[Stored items from a collection]
• • • • •

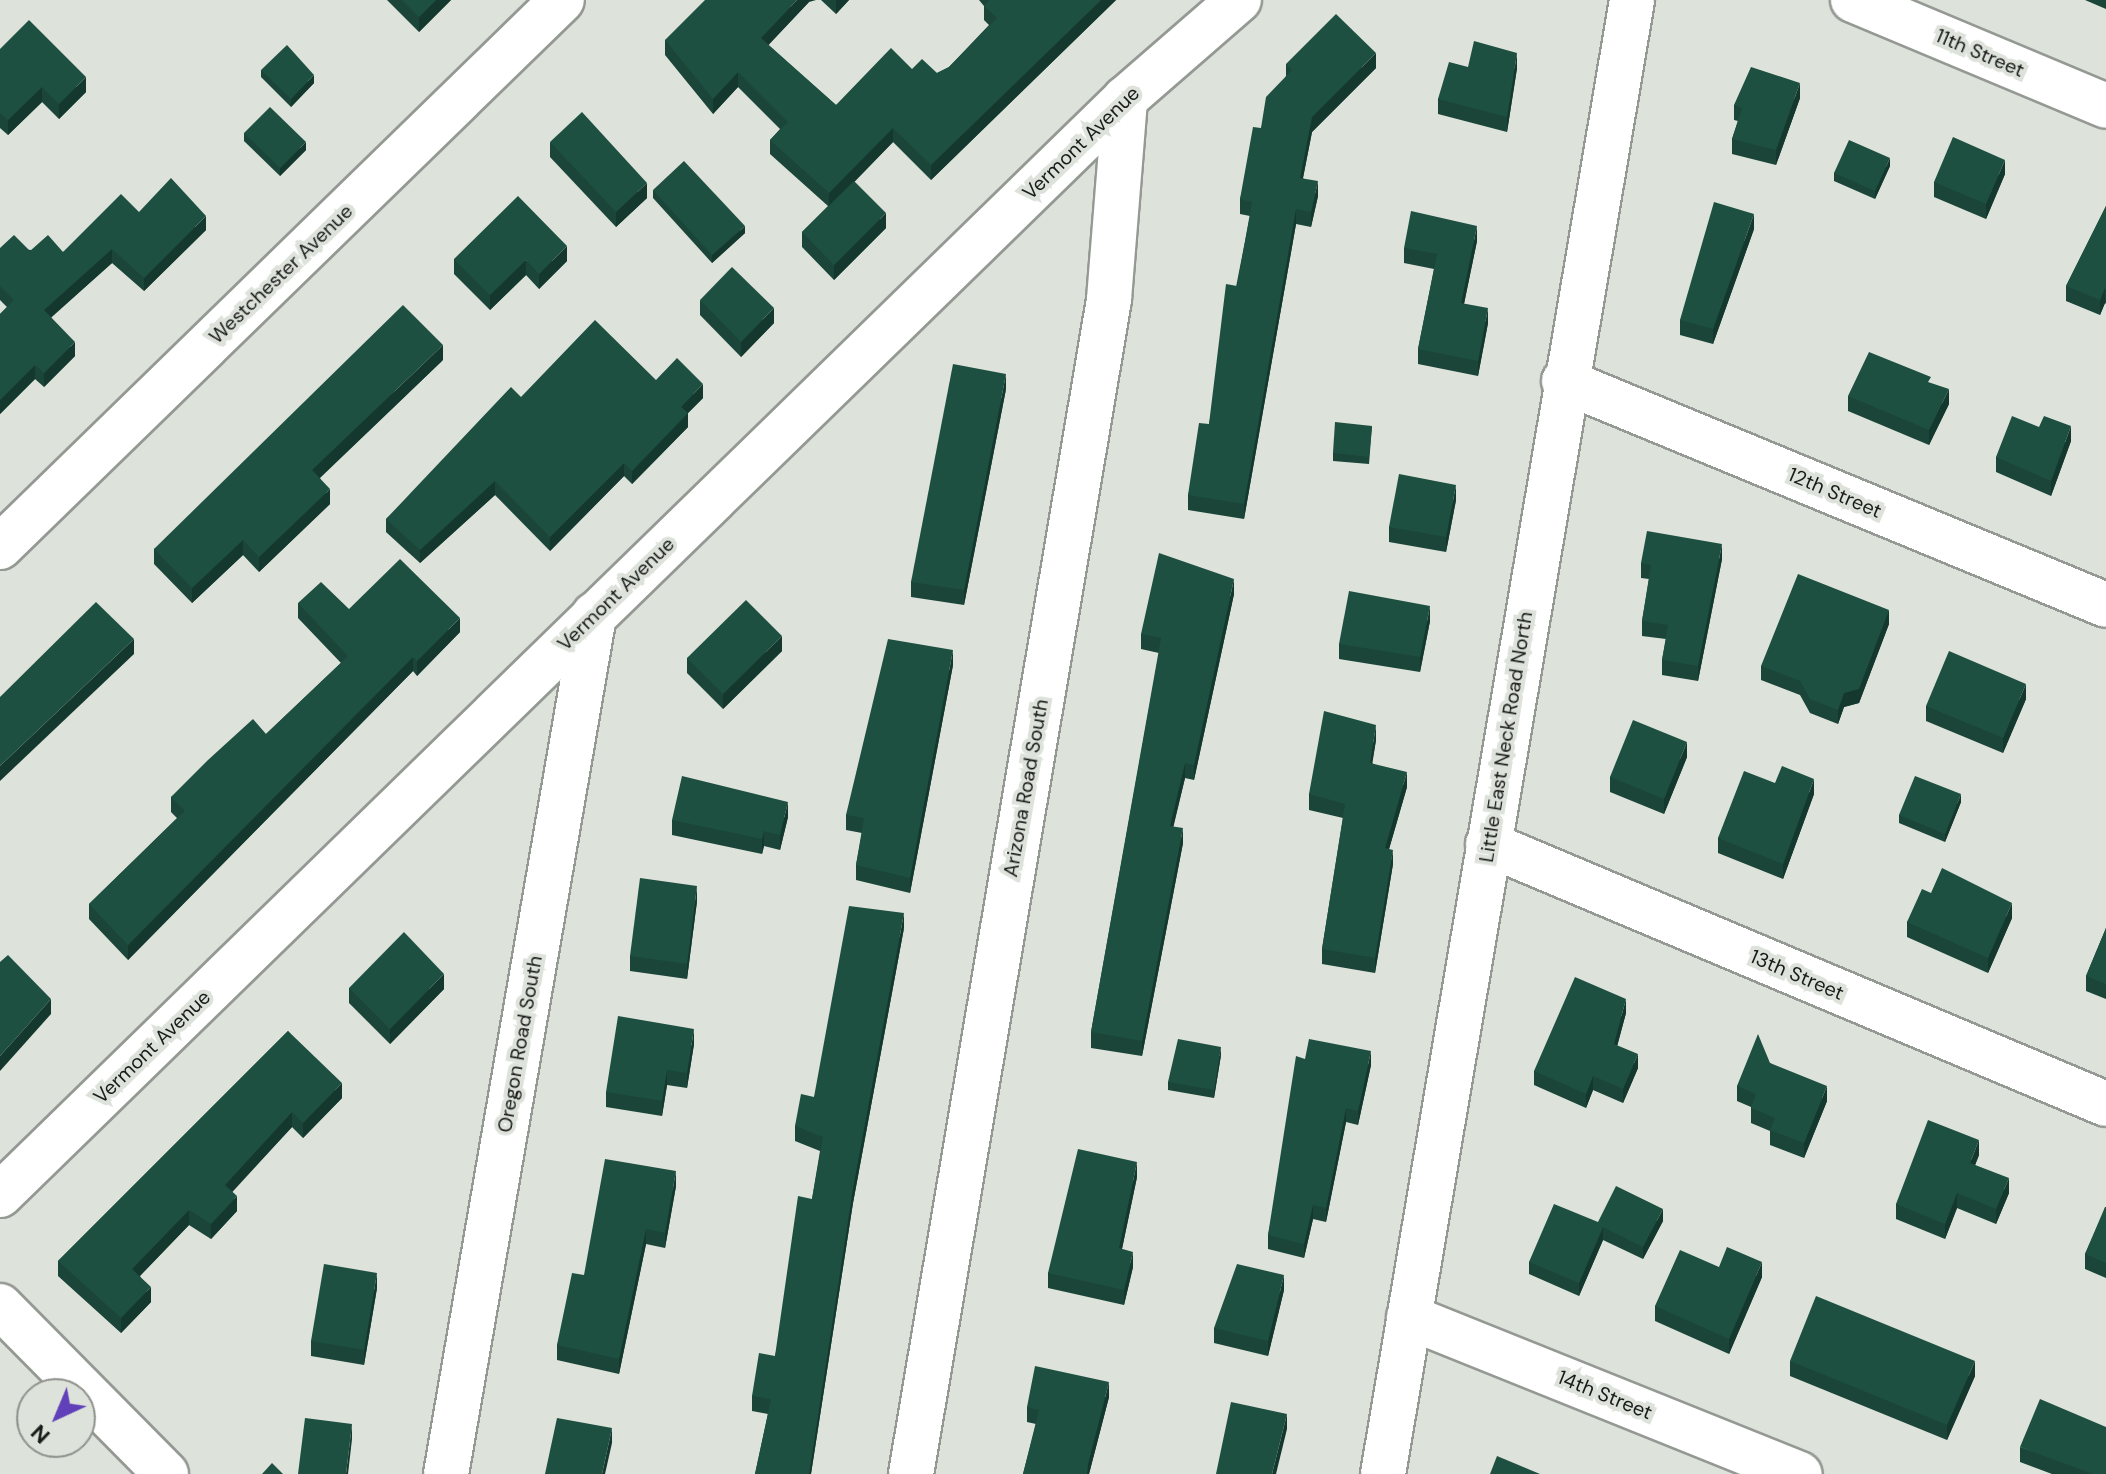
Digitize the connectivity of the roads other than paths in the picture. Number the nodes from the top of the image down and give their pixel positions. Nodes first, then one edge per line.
1 (562, 0) edge
2 (1239, 0) edge
3 (1632, 0) edge
4 (1853, 0) edge
5 (1125, 99) junction
6 (2106, 106) edge
7 (1564, 381) junction
8 (0, 547) edge
9 (2106, 605) edge
10 (594, 615) junction
11 (1488, 844) junction
12 (2106, 1104) edge
13 (0, 1195) edge
14 (0, 1306) edge
15 (1409, 1317) junction
16 (166, 1474) edge
17 (446, 1474) edge
18 (911, 1474) edge
19 (1383, 1474) edge
20 (1800, 1474) edge

1 - 8 street, Westchester Avenue
2 - 5 street, Vermont Avenue
3 - 7 street, Little East Neck Road North
4 - 6 street, 11th Street
5 - 10 street, Vermont Avenue
5 - 18 street, Arizona Road South
7 - 9 street, 12th Street
7 - 11 street, Little East Neck Road North
10 - 13 street, Vermont Avenue
10 - 17 street, Oregon Road South
11 - 12 street, 13th Street
11 - 15 street, Little East Neck Road North
14 - 16 street
15 - 19 street, Little East Neck Road North
15 - 20 street, 14th Street

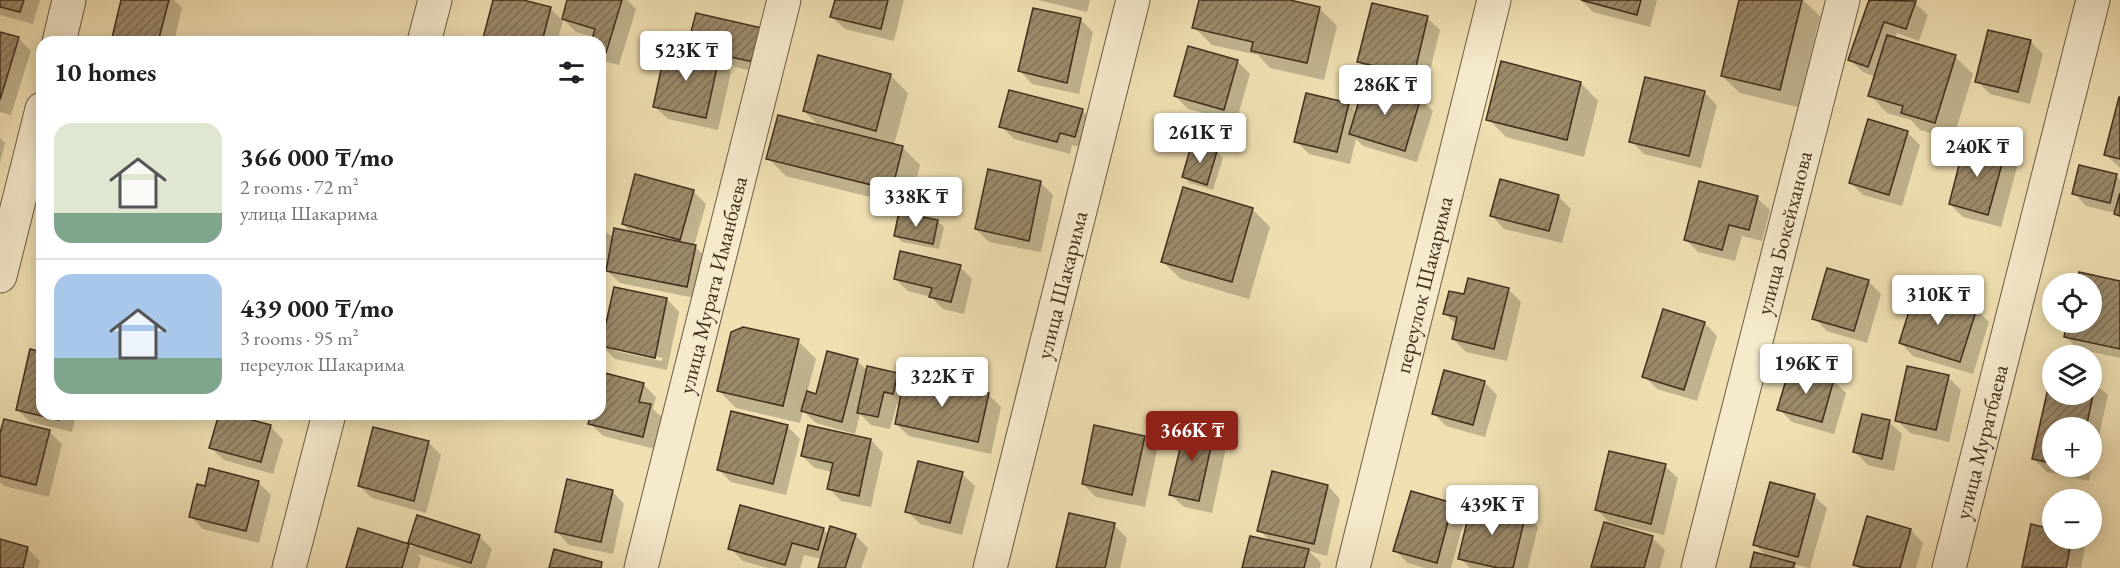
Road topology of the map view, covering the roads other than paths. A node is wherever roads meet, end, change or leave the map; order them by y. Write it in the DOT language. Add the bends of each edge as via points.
graph roads {
  1 [pos="69,0"];
  2 [pos="435,0"];
  3 [pos="784,0"];
  4 [pos="1133,0"];
  5 [pos="1494,0"];
  6 [pos="1843,0"];
  7 [pos="2093,0"];
  8 [pos="60,36"];
  9 [pos="426,36"];
  10 [pos="36,133"];
  11 [pos="0,276"];
  12 [pos="327,420"];
  13 [pos="289,568"];
  14 [pos="641,568"];
  15 [pos="990,568"];
  16 [pos="1353,568"];
  17 [pos="1698,568"];
  18 [pos="1949,568"];
  1 -- 8 [label="street"];
  2 -- 9 [label="street"];
  3 -- 14 [label="street, улица Мурата Иманбаева"];
  4 -- 15 [label="street, улица Шакарима"];
  5 -- 16 [label="street, переулок Шакарима"];
  6 -- 17 [label="street, улица Бокейханова"];
  7 -- 18 [label="street, улица Муратбаева"];
  10 -- 11 [label="street"];
  12 -- 13 [label="street"];
}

• • • • •

▸ **Your objective**: Could you reproduce the data above exactly, without its pictures?

▸ **Response area**:
Digitize the connectivity of the roads other than paths in the picture. Number the nodes from the top of the image down and give their pixel positions. Nodes first, then one edge per line.
1 (562, 0) edge
2 (1239, 0) edge
3 (1632, 0) edge
4 (1853, 0) edge
5 (1125, 99) junction
6 (2106, 106) edge
7 (1564, 381) junction
8 (0, 547) edge
9 (2106, 605) edge
10 (594, 615) junction
11 (1488, 844) junction
12 (2106, 1104) edge
13 (0, 1195) edge
14 (0, 1306) edge
15 (1409, 1317) junction
16 (166, 1474) edge
17 (446, 1474) edge
18 (911, 1474) edge
19 (1383, 1474) edge
20 (1800, 1474) edge

1 - 8 street, Westchester Avenue
2 - 5 street, Vermont Avenue
3 - 7 street, Little East Neck Road North
4 - 6 street, 11th Street
5 - 10 street, Vermont Avenue
5 - 18 street, Arizona Road South
7 - 9 street, 12th Street
7 - 11 street, Little East Neck Road North
10 - 13 street, Vermont Avenue
10 - 17 street, Oregon Road South
11 - 12 street, 13th Street
11 - 15 street, Little East Neck Road North
14 - 16 street
15 - 19 street, Little East Neck Road North
15 - 20 street, 14th Street

Road topology of the map view, covering the roads other than paths. A node is wherever roads meet, end, change or leave the map; order them by y. Write it in the DOT language. Add the bends of each edge as via points.
graph roads {
  1 [pos="69,0"];
  2 [pos="435,0"];
  3 [pos="784,0"];
  4 [pos="1133,0"];
  5 [pos="1494,0"];
  6 [pos="1843,0"];
  7 [pos="2093,0"];
  8 [pos="60,36"];
  9 [pos="426,36"];
  10 [pos="36,133"];
  11 [pos="0,276"];
  12 [pos="327,420"];
  13 [pos="289,568"];
  14 [pos="641,568"];
  15 [pos="990,568"];
  16 [pos="1353,568"];
  17 [pos="1698,568"];
  18 [pos="1949,568"];
  1 -- 8 [label="street"];
  2 -- 9 [label="street"];
  3 -- 14 [label="street, улица Мурата Иманбаева"];
  4 -- 15 [label="street, улица Шакарима"];
  5 -- 16 [label="street, переулок Шакарима"];
  6 -- 17 [label="street, улица Бокейханова"];
  7 -- 18 [label="street, улица Муратбаева"];
  10 -- 11 [label="street"];
  12 -- 13 [label="street"];
}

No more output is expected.